The statistics on laryngeal cancer show that many patients are diagnosed and treated for this head and neck cancer each year. While it can be treated in the early stages, it is a life-threatening condition that can take the life of many patients.
It’s important to know the basics about this condition to identify any symptoms before the disease progresses. See the facts on laryngeal cancer below to improve your understanding of the condition.
- The American Cancer Society estimated that 12,400 patients in the United States would be diagnosed with laryngeal cancer in 2012. Also, they estimated that about 3,600 patients would die due to the condition.
- The larynx, often called the voice box, is where the vocal cords (vocal folds) can be found.
- Cancer in the larynx can often affect how the vocal cords work.
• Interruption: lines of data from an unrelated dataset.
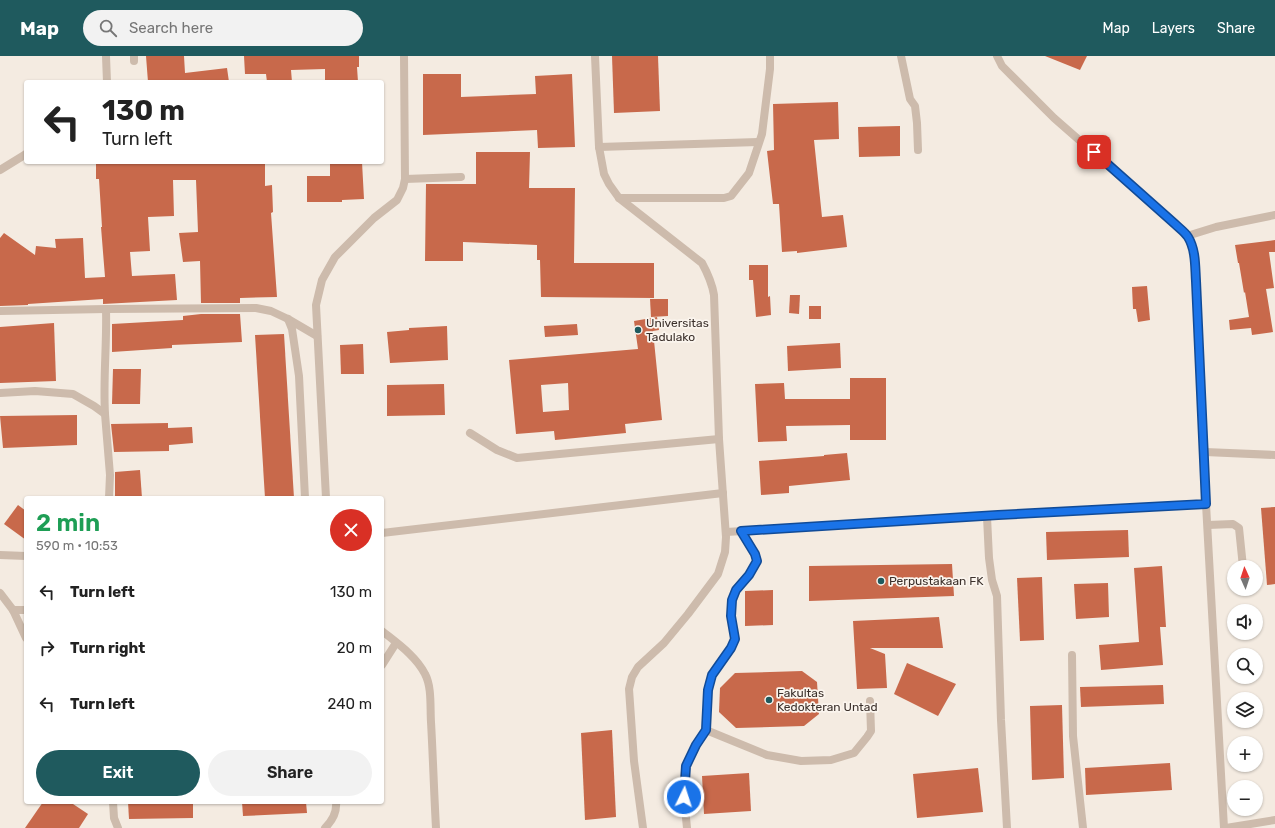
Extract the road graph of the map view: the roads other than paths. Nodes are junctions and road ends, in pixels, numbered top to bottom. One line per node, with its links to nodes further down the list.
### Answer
1 (106, 56): 7 (lane)
2 (404, 56): 14 (lane)
3 (595, 56): 9 (lane)
4 (770, 56): 8 (lane)
5 (901, 56): 10 (lane)
6 (997, 56): 17 (lane)
7 (107, 80)
8 (758, 142): 9 (lane); 15 (lane)
9 (599, 147): 15 (lane)
10 (918, 150)
11 (24, 155): 12 (lane)
12 (0, 170)
13 (461, 177): 14 (lane)
14 (405, 179): 21 (lane)
15 (619, 198): 25 (lane)
16 (1275, 215): 17 (lane)
17 (1187, 236): 26 (lane)
18 (106, 309): 19 (lane); 20 (lane); 23 (lane)
19 (0, 311)
20 (288, 319): 21 (lane); 30 (lane)
21 (317, 336): 31 (lane)
22 (0, 393): 23 (lane)
23 (105, 414): 29 (lane)
24 (470, 433): 25 (lane)
25 (719, 439): 28 (lane)
26 (1205, 452): 27 (lane); 32 (lane)
27 (1275, 454)
28 (723, 493): 36 (lane); 37 (lane)
29 (109, 496)
30 (305, 496)
31 (326, 496)
32 (1206, 504): 33 (lane); 34 (lane)
33 (987, 517): 35 (lane); 59 (lane)
34 (1208, 525): 40 (lane); 61 (lane)
35 (741, 531): 36 (lane); 50 (lane)
36 (726, 532): 57 (lane)
37 (384, 533)
38 (0, 555): 39 (lane)
39 (24, 556)
40 (1242, 560)
41 (0, 592): 42 (lane)
42 (13, 610): 43 (lane); 45 (lane)
43 (24, 610)
44 (384, 633): 46 (lane)
45 (24, 634)
46 (396, 643): 48 (lane); 56 (lane)
47 (1072, 655): 60 (lane)
48 (384, 663)
49 (870, 701): 50 (lane)
50 (706, 730): 58 (lane)
51 (113, 804): 54 (lane)
52 (336, 804): 55 (lane)
53 (1275, 820): 61 (lane)
54 (118, 828)
55 (325, 828)
56 (436, 828)
57 (643, 828)
58 (687, 828)
59 (1007, 828)
60 (1083, 828)
61 (1225, 828)

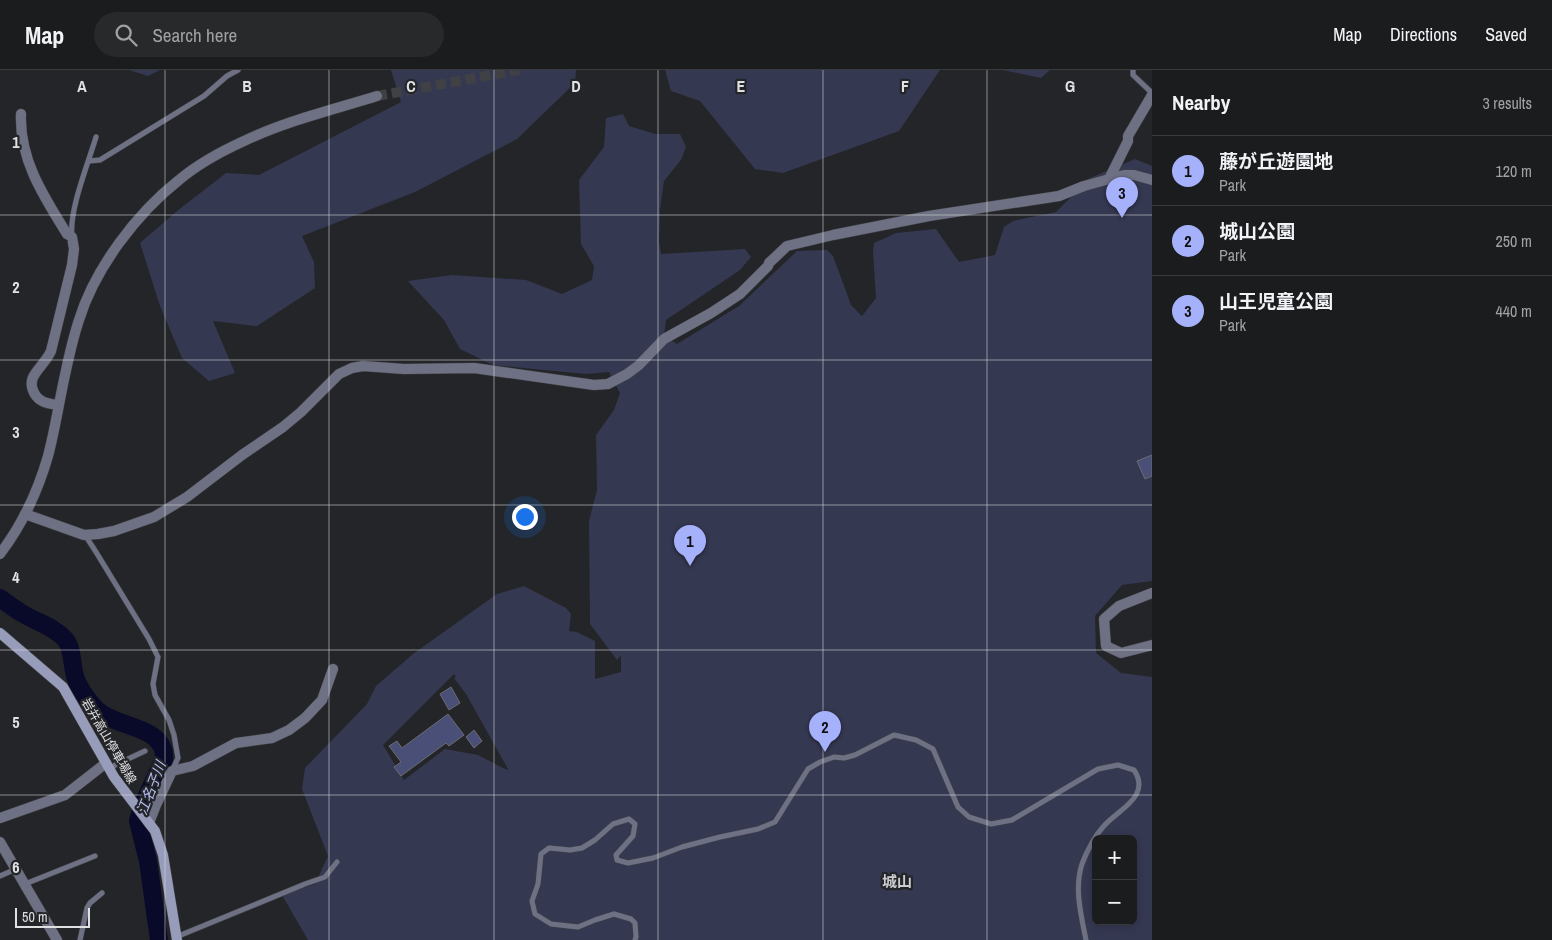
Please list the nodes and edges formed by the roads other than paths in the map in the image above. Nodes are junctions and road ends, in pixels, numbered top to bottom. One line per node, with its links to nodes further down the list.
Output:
1 (238, 70): 7 (lane)
2 (1133, 70): 3 (lane)
3 (1152, 94): 8 (street)
4 (376, 96): 11 (street)
5 (21, 114): 10 (street)
6 (96, 137): 7 (lane)
7 (89, 161): 10 (lane)
8 (1108, 179): 9 (street); 13 (street)
9 (1152, 180)
10 (72, 237): 11 (street)
11 (58, 405): 12 (street)
12 (25, 514): 13 (street); 14 (street)
13 (84, 534): 21 (lane)
14 (0, 554)
15 (1152, 593): 17 (street)
16 (0, 633): 20 (main road, 岩井高山停車場線)
17 (1152, 645)
18 (333, 669): 21 (street)
19 (145, 751): 20 (lane)
20 (108, 766): 22 (street); 23 (main road, 岩井高山停車場線)
21 (172, 772): 23 (street)
22 (0, 818)
23 (148, 822): 31 (main road, 岩井高山停車場線)
24 (0, 842): 27 (street)
25 (95, 856): 29 (lane)
26 (337, 862): 31 (lane)
27 (16, 869): 28 (lane); 29 (street)
28 (0, 876)
29 (25, 884): 32 (street)
30 (102, 893): 33 (lane)
31 (177, 938)
32 (57, 940)
33 (80, 940)
34 (635, 940): 35 (lane)
35 (1086, 940)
This can change a person’s voice.
- Besides a change in the persons voice, these are some symptoms of laryngeal cancer: chronic cough, sore throat and ear pain, lump in the throat, trouble/pain swallowing, noisy breathing and bad breath.
- Tobacco and alcohol use increases a patient’s risk of developing laryngeal cancer along with other head and neck cancers.
- There is some evidence to show that GERD (gastroesophageal reflux disease) may increase a patient’s risk of developing laryngeal cancer.
- Early diagnosis can improve a patient’s prognosis.
- Treatment includes radiation, surgery and chemotherapy.
- Recurrent laryngeal cancer is most likely in the first two to three years after remission. Follow-up appointments are extremely important.